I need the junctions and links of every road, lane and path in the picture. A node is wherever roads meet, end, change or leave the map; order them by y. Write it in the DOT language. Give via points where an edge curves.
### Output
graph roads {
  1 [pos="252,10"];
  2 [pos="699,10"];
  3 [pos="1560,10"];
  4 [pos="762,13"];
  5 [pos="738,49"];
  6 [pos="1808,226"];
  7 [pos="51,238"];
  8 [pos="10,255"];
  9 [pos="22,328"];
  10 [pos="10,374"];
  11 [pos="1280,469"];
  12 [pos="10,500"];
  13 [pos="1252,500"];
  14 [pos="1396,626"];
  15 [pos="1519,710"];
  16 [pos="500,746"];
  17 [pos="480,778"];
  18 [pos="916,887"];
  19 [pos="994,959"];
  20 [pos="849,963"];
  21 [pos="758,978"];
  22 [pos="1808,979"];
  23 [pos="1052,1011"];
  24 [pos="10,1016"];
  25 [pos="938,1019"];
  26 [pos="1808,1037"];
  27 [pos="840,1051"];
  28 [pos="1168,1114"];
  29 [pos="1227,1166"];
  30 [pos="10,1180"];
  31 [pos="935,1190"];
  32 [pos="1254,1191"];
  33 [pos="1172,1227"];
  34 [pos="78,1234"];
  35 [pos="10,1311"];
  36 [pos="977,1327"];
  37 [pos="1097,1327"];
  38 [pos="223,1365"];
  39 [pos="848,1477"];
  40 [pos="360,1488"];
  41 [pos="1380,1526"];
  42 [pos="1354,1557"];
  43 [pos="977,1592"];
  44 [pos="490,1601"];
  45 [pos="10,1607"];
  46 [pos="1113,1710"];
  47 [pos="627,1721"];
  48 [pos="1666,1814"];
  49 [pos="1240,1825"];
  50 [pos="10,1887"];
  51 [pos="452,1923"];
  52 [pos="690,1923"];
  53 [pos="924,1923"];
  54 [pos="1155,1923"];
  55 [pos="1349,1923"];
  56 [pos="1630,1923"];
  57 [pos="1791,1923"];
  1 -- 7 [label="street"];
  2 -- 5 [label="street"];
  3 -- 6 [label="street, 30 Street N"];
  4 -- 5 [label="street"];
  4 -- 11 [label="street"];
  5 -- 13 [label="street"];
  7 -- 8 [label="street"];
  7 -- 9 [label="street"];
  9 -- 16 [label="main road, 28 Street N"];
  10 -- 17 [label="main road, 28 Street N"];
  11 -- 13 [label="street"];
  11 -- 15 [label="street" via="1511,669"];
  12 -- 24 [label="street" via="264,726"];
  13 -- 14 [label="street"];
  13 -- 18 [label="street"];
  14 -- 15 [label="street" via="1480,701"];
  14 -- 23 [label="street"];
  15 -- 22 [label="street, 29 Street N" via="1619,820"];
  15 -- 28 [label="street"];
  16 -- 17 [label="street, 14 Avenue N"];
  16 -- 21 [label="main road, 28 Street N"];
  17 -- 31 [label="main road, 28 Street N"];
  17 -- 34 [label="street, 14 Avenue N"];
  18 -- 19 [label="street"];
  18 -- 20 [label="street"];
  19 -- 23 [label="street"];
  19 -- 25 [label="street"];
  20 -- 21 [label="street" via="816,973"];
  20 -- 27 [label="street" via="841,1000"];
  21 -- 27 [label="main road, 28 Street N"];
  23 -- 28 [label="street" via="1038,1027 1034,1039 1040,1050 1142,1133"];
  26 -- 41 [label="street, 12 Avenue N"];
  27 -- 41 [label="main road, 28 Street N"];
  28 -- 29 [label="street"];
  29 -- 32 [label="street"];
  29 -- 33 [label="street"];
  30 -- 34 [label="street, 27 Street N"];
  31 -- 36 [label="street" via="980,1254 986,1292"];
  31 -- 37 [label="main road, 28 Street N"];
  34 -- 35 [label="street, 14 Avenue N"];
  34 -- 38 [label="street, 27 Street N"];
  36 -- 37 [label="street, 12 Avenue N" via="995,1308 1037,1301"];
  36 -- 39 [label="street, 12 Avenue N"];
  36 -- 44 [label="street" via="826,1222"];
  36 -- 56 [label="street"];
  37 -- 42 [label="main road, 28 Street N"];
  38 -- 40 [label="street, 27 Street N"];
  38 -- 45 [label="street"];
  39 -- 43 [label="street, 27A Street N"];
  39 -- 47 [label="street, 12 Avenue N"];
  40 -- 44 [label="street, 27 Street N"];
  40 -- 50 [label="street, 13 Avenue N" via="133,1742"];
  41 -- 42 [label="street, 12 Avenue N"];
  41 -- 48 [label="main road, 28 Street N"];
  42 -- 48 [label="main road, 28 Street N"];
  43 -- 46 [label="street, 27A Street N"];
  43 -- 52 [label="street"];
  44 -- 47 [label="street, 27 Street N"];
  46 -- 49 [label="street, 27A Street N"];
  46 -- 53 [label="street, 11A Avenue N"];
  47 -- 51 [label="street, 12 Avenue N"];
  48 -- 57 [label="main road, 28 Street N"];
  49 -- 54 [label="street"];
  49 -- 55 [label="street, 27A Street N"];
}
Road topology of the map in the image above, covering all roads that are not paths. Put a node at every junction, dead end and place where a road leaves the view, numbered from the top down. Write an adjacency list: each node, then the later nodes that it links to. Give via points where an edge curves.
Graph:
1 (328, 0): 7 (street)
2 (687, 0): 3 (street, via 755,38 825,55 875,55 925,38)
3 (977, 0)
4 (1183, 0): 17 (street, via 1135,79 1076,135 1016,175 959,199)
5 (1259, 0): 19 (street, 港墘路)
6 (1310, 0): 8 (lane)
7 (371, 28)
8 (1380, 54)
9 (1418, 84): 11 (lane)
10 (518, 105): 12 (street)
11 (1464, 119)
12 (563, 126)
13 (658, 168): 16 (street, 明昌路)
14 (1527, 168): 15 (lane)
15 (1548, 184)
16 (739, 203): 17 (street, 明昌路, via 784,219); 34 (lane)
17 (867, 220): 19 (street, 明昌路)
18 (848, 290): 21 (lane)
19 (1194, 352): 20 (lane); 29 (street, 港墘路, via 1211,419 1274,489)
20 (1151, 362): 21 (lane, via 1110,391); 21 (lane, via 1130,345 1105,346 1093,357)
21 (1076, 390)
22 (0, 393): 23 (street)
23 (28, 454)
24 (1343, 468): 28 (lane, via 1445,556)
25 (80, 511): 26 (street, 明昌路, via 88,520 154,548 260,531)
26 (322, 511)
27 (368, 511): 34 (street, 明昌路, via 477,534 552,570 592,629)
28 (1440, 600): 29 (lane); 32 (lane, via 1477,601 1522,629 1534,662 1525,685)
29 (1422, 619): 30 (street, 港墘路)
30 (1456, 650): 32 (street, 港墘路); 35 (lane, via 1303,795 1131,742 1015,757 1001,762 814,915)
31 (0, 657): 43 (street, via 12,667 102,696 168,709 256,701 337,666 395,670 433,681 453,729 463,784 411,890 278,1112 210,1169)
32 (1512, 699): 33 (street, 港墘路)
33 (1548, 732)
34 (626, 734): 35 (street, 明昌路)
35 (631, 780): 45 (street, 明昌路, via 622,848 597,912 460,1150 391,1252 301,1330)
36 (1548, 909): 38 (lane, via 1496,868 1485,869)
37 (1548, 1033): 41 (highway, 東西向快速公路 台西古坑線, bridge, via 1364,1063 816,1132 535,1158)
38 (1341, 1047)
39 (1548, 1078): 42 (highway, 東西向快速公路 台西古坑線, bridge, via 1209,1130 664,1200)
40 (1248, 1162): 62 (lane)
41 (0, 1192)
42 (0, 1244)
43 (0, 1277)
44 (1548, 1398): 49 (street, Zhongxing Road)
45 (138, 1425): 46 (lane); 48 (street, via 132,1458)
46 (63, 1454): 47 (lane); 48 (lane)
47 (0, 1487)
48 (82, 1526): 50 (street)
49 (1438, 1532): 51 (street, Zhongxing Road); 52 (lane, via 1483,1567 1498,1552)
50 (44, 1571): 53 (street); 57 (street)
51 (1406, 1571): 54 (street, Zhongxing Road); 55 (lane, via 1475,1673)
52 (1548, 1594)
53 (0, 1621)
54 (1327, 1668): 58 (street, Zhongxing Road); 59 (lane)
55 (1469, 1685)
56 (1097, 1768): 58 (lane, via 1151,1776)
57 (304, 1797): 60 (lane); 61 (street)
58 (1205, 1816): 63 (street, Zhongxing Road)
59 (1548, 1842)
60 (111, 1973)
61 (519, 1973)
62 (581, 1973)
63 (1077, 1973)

◆ ◆ ◆ ◆ ◆

● **What you should do**
Take every line above that includes "Zhongxing" and list it.

● **Written response**
44 (1548, 1398): 49 (street, Zhongxing Road)
49 (1438, 1532): 51 (street, Zhongxing Road); 52 (lane, via 1483,1567 1498,1552)
51 (1406, 1571): 54 (street, Zhongxing Road); 55 (lane, via 1475,1673)
54 (1327, 1668): 58 (street, Zhongxing Road); 59 (lane)
58 (1205, 1816): 63 (street, Zhongxing Road)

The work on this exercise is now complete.